Why save cash?
There are some obvious answers to this inquiry. A common one is retirement. This is usually the response folks think of, but it’s not even close to being the most important. For many working people, retirement is so far away, that saving for it seems unimportant. This is the reason why a lot of people delay saving for retirement until it’s too late. This is a big mistake, but an easy one to make if you function like the average person. Think about it? Why might any person sacrifice a dollar of hard-earned salary for something so distant that it’s nearly impossible to picture? I believe it’s imperative to save, but not for retiring in the conventional sense. There is a far better alternative to the work save retire grind.

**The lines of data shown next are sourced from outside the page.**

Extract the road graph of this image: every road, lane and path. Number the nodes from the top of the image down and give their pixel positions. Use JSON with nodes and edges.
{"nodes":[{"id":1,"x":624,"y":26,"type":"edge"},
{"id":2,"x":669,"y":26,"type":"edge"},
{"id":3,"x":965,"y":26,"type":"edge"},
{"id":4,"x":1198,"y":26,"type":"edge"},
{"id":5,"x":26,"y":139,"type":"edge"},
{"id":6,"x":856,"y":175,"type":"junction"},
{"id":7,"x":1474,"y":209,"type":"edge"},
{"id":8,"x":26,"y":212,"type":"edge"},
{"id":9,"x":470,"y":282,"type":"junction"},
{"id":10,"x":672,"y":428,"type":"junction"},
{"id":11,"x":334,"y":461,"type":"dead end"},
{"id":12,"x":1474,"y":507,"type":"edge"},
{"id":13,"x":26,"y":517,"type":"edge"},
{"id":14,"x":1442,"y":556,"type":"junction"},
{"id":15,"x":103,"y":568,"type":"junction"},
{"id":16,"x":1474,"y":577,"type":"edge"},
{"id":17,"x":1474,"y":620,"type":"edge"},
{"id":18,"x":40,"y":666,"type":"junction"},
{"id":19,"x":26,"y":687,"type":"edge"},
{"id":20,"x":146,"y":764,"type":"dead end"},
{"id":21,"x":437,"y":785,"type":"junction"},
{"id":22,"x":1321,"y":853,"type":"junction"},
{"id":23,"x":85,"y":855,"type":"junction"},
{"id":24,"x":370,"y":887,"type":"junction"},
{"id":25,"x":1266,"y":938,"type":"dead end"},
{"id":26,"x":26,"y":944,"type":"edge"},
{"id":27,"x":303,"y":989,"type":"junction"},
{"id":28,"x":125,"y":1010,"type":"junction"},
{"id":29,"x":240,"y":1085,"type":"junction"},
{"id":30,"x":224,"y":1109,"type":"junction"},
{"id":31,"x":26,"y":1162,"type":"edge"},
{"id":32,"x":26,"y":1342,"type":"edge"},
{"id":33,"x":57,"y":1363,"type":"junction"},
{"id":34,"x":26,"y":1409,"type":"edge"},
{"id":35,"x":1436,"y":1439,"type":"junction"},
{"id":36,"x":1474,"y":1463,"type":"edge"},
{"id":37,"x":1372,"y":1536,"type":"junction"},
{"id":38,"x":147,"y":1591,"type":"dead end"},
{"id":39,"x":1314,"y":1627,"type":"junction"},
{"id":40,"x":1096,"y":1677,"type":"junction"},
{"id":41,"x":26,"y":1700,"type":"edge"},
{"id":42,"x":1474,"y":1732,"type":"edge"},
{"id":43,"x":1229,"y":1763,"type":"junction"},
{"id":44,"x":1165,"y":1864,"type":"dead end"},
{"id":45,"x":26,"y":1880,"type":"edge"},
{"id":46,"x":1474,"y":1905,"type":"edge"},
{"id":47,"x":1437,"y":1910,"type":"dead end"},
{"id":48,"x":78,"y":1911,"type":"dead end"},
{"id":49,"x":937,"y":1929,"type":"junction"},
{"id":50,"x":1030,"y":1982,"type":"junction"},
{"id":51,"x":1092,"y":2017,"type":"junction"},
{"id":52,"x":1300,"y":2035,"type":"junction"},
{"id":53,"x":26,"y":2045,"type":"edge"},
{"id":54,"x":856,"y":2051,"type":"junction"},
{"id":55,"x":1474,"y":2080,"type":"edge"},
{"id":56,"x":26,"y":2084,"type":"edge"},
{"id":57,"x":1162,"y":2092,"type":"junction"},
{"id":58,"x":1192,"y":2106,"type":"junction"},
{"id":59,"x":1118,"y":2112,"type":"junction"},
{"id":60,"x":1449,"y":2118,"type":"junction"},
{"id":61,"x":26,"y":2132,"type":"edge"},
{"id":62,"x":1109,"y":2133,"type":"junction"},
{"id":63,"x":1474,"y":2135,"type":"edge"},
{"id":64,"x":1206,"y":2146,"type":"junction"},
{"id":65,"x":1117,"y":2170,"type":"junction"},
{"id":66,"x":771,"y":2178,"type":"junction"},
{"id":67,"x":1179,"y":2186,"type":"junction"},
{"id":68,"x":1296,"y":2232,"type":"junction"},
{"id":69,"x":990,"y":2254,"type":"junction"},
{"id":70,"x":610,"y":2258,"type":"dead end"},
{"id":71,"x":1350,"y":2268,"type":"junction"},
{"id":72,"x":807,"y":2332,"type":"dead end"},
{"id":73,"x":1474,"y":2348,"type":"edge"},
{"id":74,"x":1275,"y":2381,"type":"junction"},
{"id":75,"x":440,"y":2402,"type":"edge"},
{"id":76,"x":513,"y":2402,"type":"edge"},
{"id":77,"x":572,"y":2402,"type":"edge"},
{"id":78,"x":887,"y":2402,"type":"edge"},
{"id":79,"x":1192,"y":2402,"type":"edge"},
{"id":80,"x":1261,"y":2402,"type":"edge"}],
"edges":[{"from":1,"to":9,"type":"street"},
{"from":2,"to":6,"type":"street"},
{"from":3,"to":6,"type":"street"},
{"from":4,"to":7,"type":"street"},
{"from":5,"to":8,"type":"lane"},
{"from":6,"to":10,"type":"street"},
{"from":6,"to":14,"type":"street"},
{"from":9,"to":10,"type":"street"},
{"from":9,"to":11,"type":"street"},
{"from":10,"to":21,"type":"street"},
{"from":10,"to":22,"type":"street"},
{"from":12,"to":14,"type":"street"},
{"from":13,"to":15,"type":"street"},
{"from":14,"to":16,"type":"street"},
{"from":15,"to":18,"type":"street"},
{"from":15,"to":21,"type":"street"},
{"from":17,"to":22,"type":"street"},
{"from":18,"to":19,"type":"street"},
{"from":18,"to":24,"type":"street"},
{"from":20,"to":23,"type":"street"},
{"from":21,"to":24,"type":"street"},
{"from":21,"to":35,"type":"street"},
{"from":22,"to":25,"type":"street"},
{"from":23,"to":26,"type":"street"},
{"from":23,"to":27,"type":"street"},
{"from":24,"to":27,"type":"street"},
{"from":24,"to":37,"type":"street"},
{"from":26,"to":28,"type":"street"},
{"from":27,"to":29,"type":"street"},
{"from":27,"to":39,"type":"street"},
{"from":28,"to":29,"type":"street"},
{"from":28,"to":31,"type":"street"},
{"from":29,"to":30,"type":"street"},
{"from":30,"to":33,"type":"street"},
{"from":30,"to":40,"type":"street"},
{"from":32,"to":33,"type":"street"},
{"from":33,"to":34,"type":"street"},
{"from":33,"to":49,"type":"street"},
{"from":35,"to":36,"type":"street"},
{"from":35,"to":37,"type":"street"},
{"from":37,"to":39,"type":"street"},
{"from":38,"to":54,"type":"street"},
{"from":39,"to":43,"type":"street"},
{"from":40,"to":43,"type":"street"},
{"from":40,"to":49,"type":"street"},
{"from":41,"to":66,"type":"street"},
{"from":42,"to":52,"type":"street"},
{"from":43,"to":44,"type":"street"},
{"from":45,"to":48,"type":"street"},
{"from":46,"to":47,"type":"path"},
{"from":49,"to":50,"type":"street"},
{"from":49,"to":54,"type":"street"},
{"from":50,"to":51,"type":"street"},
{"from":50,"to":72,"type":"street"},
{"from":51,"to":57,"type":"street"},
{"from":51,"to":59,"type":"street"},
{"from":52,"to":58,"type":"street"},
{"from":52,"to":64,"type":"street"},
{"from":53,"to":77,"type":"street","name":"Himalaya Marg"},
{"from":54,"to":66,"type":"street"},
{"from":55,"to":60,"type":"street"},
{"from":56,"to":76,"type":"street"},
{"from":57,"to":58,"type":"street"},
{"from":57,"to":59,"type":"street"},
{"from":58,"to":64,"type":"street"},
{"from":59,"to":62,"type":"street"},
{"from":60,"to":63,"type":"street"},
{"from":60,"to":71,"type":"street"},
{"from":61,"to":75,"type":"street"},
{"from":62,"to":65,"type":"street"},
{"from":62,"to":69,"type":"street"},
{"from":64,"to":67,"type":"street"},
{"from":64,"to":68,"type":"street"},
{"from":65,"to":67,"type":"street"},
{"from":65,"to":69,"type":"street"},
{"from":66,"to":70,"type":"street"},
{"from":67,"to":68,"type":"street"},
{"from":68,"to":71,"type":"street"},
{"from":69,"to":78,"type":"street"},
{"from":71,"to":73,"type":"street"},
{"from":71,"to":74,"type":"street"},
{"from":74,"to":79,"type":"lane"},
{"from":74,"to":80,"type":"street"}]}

What is truly the biggest reason for saving money?
The key reason for saving money is that it enriches the quality of your life by enabling you to obtain financial independence. I define financial independence as being able to do whatever you fancy while not having to stress about money. In short, in the event you spend any time doing something you don’t wish to do for the sole reason of obtaining money, you are not financially independent. Of course, everybody has to acquire funds for basic essentials in life. However, when you are financially independent, how you produce those funds is independent from how you decide to spend your time. Financial independence is the thing that everyone ought to shoot for and saving money is a part of that regardless of who you are. How large a role it plays depends mainly on how you earn money.
WII: Work-Independent Income
Now that I’ve explained financial independence, I shouldn’t need to sell you on why it ought to be a serious objective of yours. The liberty to do whatever you want certainly improves your mental and physical health together with your enjoyment of life, both other elements of The Magic Trio. What you’ll need for financial independence is work-independent income (WII). There are basically a couple methods to generate WII:
1. Earn passive income (income that is created while you sleep, i.e. investment income, interest, royalties, rent checks)
2. Earn active income (income you need to spend your time to earn, i.e. a job) by spending time doing a thing you’d do anyway
You are financially independent when you earn enough to live comfortably with some combo of these two techniques. Maybe it’s 50/50. Maybe you get half this figure, your minimum required income (MRI), from working a job which you love and that you’d perform at no cost and the rest of it through interest. Maybe you earn all of it from property purchases. Maybe you get all of it through a job you love.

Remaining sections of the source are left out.